Co-immunoprecipitation
Samples were grown on 2-4ml synthetic medium supplemented with casein amino acid, then diluted to 0.2 O.D.600 on 5-10ml medium and grown for varying degrees of time. Cells were harvested and broken in “Extraction buffer” (0.5ml Tris HCl pH 7.5 buffer with protease inhibitors) (all stages conducted on ice or at 4°C), using glass beads and 4 cycles of disruption (20s pulse, 30s on ice). Cells were then diluted with 260µl Extraction buffer and 40µl 20% Triton in order to solubilize membranes and centrifuged at low speed (0.4 x g) for 5 minutes in order to clear broken cells. Supernatant was then centrifuged at 13,300 x g for 30 minutes, after which the supernatant was transferred to a new 2ml tube. Supernatant was diluted 1:1 with “Resuspension buffer” (50 mM Tris-HCl, pH 7.5, 200 mM NaAc, 10% glycerol) and protease inhibitors. Magnetic beads were prepared in buffer and added to each sample and incubated overnight at 4°C under constant agitation. Next morning, samples were cleared of the supernatant and beads washed several times before proceeding to sample preparation for mass spectrometry (as described previously).

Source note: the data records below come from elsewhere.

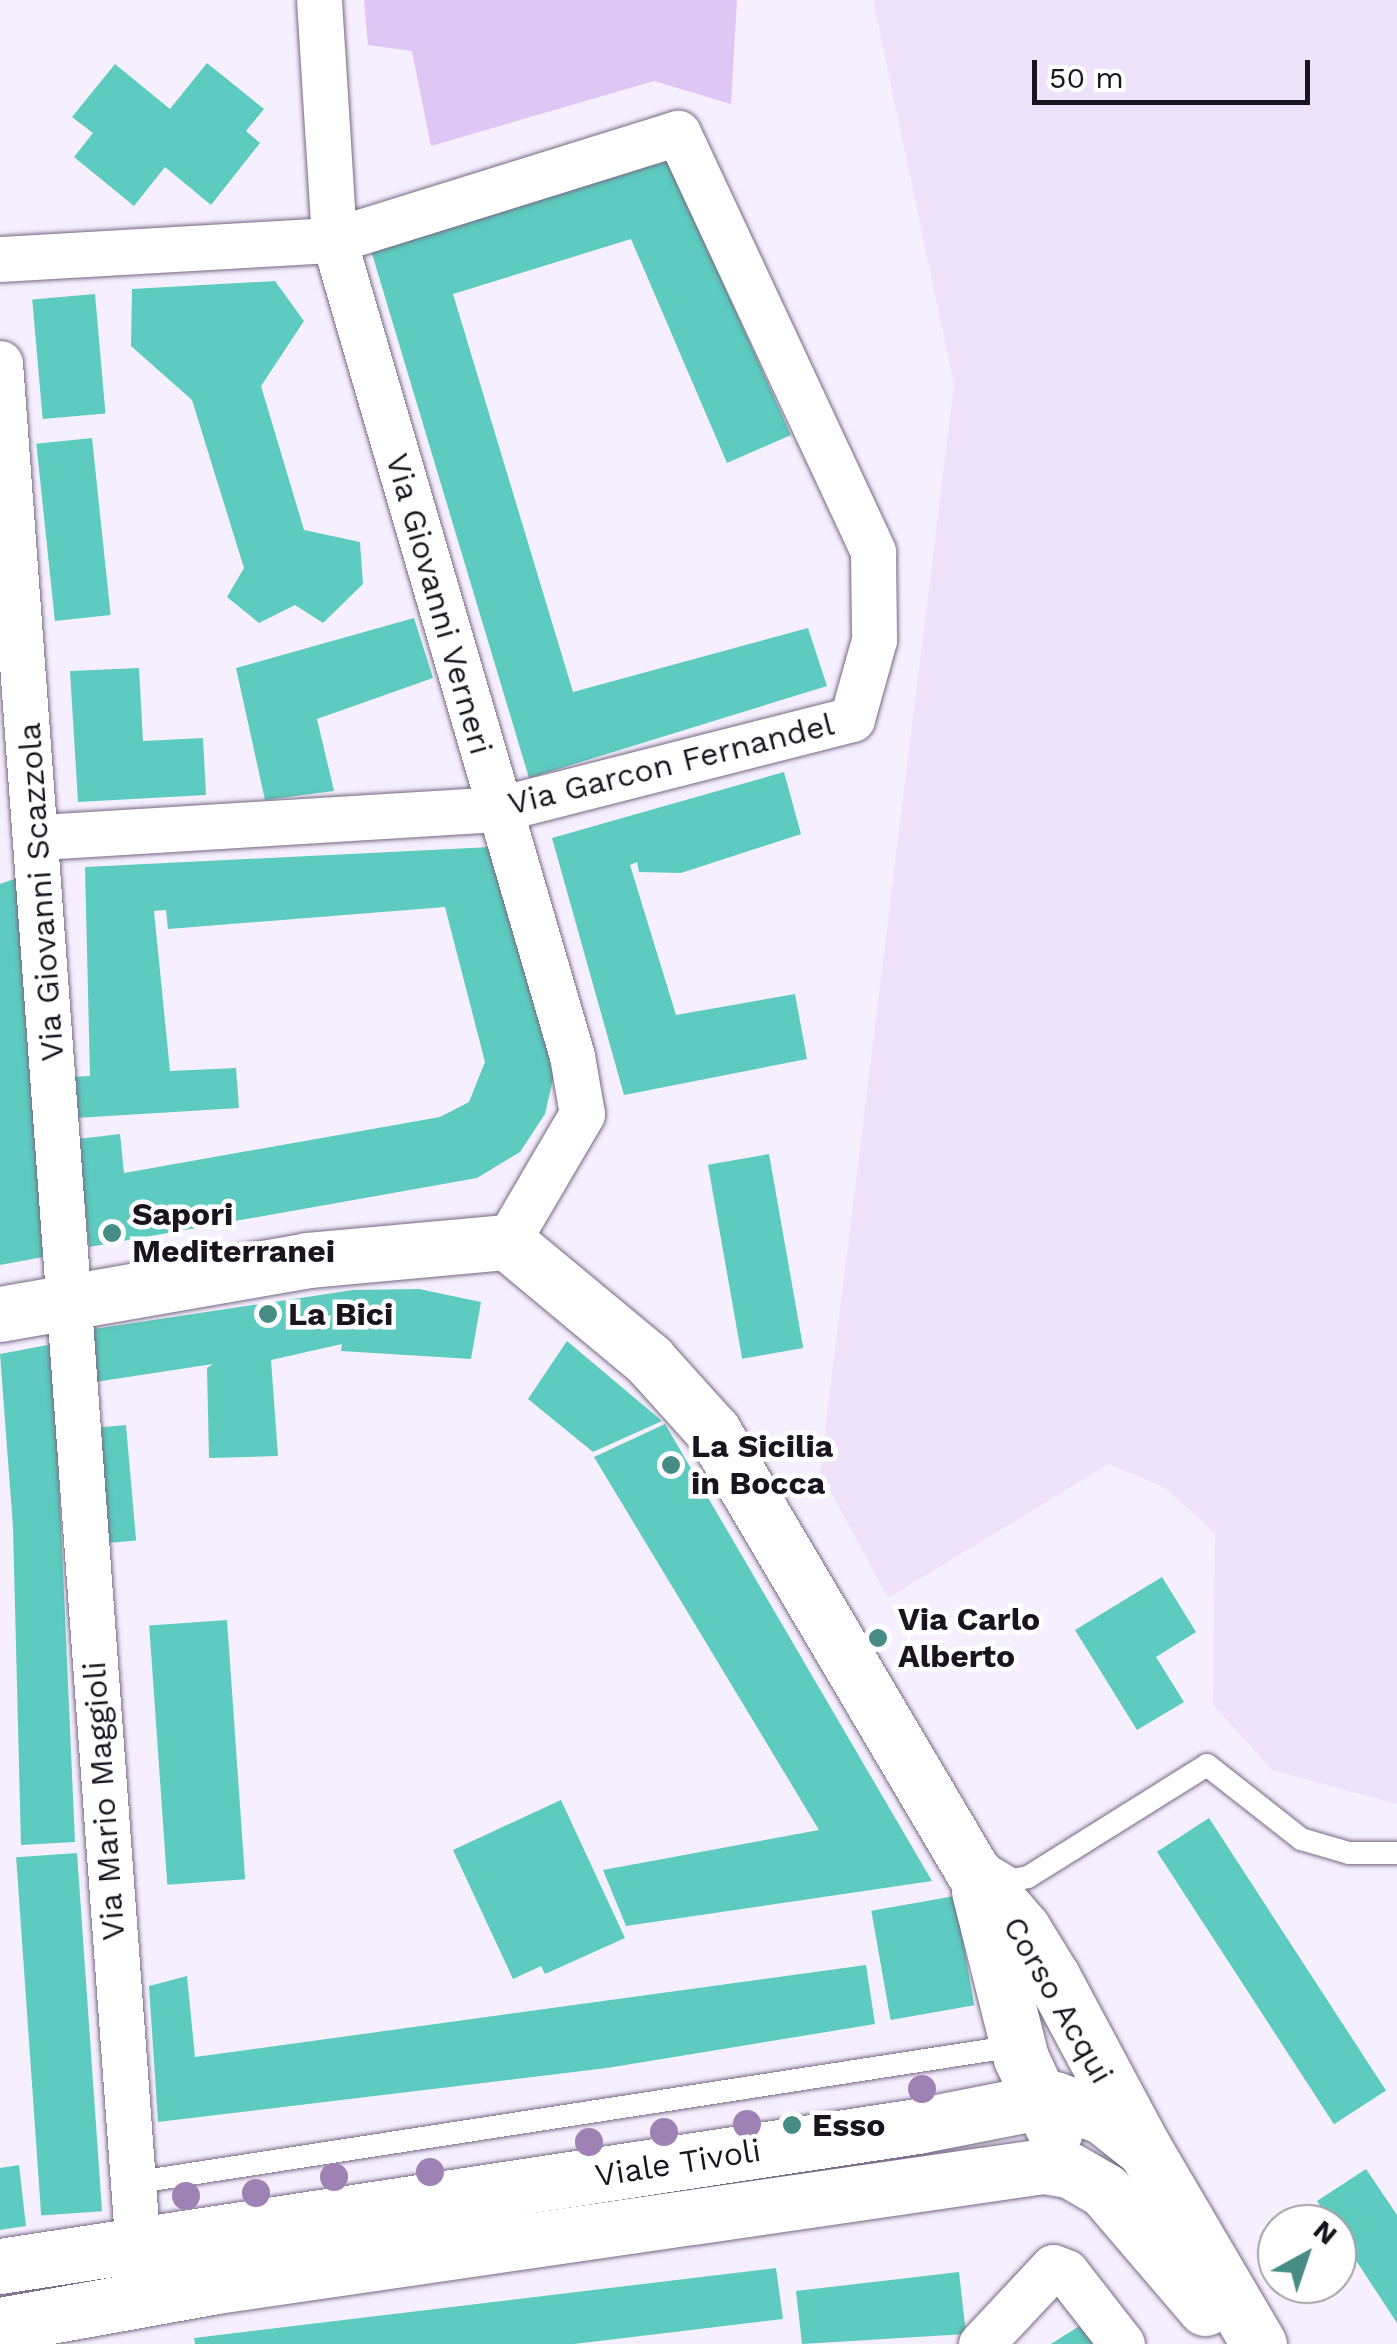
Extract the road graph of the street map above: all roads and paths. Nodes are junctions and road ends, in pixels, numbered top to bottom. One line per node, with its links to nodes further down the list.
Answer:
1 (319, 0): 2 (street, Via Giovanni Verneri)
2 (334, 240): 3 (street); 5 (street, Via Giovanni Verneri); 5 (street, Via Garcon Fernandel)
3 (0, 259)
4 (0, 363): 6 (street, Via Giovanni Scazzola)
5 (499, 809): 6 (street, Via Garcon Fernandel); 7 (street, Via Giovanni Verneri)
6 (39, 837): 8 (street, Via Giovanni Scazzola)
7 (507, 1242): 8 (main road); 10 (main road)
8 (66, 1302): 9 (main road); 17 (street, Via Mario Maggioli)
9 (0, 1314)
10 (937, 1808): 11 (lane); 12 (main road)
11 (1397, 1852)
12 (972, 1870): 13 (main road, Corso Acqui); 16 (main road, Corso Acqui)
13 (1009, 2024): 14 (main road, Corso Acqui); 15 (main road, Corso Acqui); 17 (lane)
14 (1036, 2099): 15 (main road, Viale Tivoli); 16 (main road, Viale Tivoli); 18 (main road, Corso Acqui)
15 (917, 2126): 19 (main road, Viale Tivoli)
16 (1144, 2150): 26 (main road, Viale Tivoli)
17 (132, 2183): 19 (street, Via Mario Maggioli)
18 (1105, 2191): 21 (main road, Viale Tivoli); 25 (main road, Viale Tivoli)
19 (137, 2246): 20 (main road, Viale Tivoli); 21 (street, Via Mario Maggioli)
20 (16, 2264): 22 (main road)
21 (142, 2300): 22 (main road, Viale Tivoli)
22 (40, 2329)
23 (981, 2344): 24 (street)
24 (1122, 2344)
25 (1238, 2344)
26 (1259, 2344)

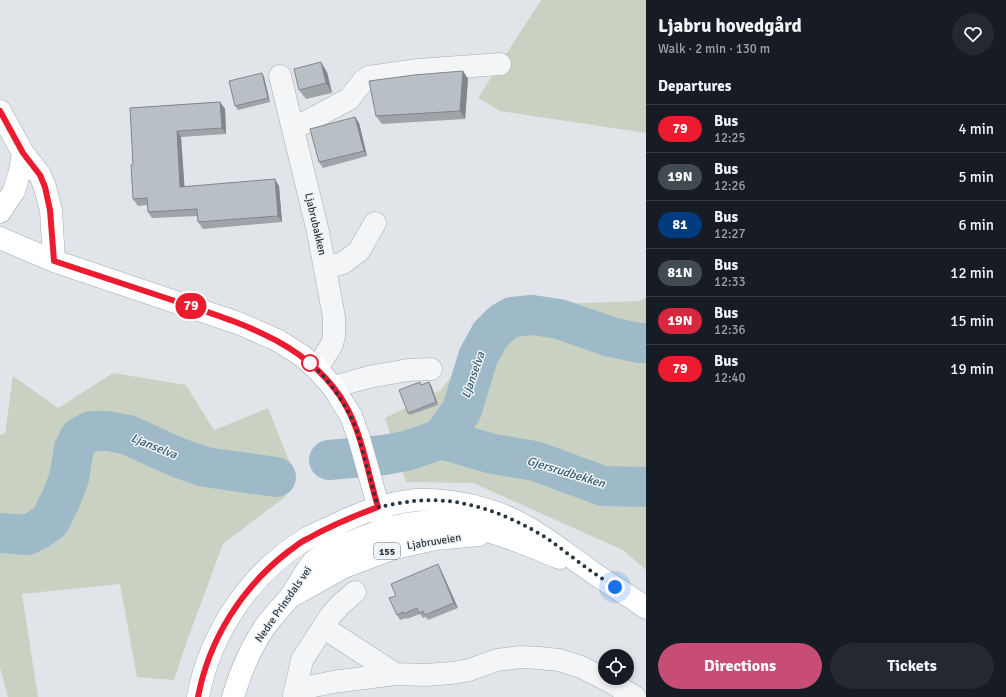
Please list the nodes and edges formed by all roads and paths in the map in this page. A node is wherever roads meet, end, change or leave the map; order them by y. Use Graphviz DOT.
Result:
graph roads {
  1 [pos="500,64"];
  2 [pos="280,76"];
  3 [pos="0,111"];
  4 [pos="293,129"];
  5 [pos="23,153"];
  6 [pos="0,212"];
  7 [pos="375,223"];
  8 [pos="0,238"];
  9 [pos="54,261"];
  10 [pos="326,268"];
  11 [pos="317,369"];
  12 [pos="431,369"];
  13 [pos="333,387"];
  14 [pos="378,507"];
  15 [pos="385,530"];
  16 [pos="494,534"];
  17 [pos="589,570"];
  18 [pos="356,592"];
  19 [pos="289,598"];
  20 [pos="646,608"];
  21 [pos="323,627"];
  22 [pos="395,674"];
  23 [pos="198,697"];
  24 [pos="233,697"];
  25 [pos="635,697"];
  1 -- 4 [label="street"];
  2 -- 4 [label="street, Ljabrubakken"];
  3 -- 5 [label="main road"];
  4 -- 10 [label="street, Ljabrubakken"];
  5 -- 6 [label="main road"];
  5 -- 9 [label="main road"];
  7 -- 10 [label="street"];
  8 -- 9 [label="main road"];
  9 -- 11 [label="main road"];
  10 -- 11 [label="street, Ljabrubakken"];
  11 -- 13 [label="main road"];
  12 -- 13 [label="street"];
  13 -- 14 [label="main road"];
  14 -- 15 [label="main road"];
  14 -- 17 [label="main road, Ljabruveien / 155"];
  14 -- 23 [label="main road, 155"];
  15 -- 16 [label="main road, Ljabruveien / 155"];
  15 -- 19 [label="main road, Nedre Prinsdals vei / 155"];
  16 -- 17 [label="main road, Ljabruveien / 155"];
  16 -- 19 [label="main road, Ljabruveien / 155"];
  17 -- 20 [label="main road, Ljabruveien / 155"];
  18 -- 21 [label="street"];
  19 -- 24 [label="main road, Nedre Prinsdals vei / 155"];
  21 -- 22 [label="street"];
  21 -- 22 [label="street"];
  22 -- 25 [label="street"];
}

Monitoring yeast growth using plate reader
Growth curves were conducted on diluted yeast samples (0.1-0.2 O.D.600) using a TECAN Infinite 200 PRO series. Treatment with reagents (i.e. H2O2, DTT) was conducted within the wells, with the reagent added to the growth medium into which the yeast cultures were diluted. Yeast incubation and OD600 measurements, as well as minimal doubling times, were analyzed using MDTCalc7. Minimum doubling time was assessed by first calculating the log10 value of each point during logarithmic growth, and then measuring the slope between each set of consecutive points. The value of this slope was then inverted (representing the minimal time it took the sample point to “double”), providing the minimal doubling time value.
Microscopy
Yeast were images using the FV-1200 confocal microscope (Olympus., Japan), using a 60X/1.42 oil objective. GFP was excited with 488nm laser and emission was collected 500-540nm, a DIC image was also taken. For mitochondrial labeling, cells were grown to mid-log phase (after dilution). Treatment with 1mM H2O2 was for 1 hour. For the Cdc48-GFP imaging, cells were grown to 24h growth (after dilution). Treatment with 1mM H2O2 was for 1 hour. Cells were counted by hand. Figures were prepared using ImageJ. Fluorescent images were compiled through Z project per maximum intensity, while DIC images through Z project per average intensity.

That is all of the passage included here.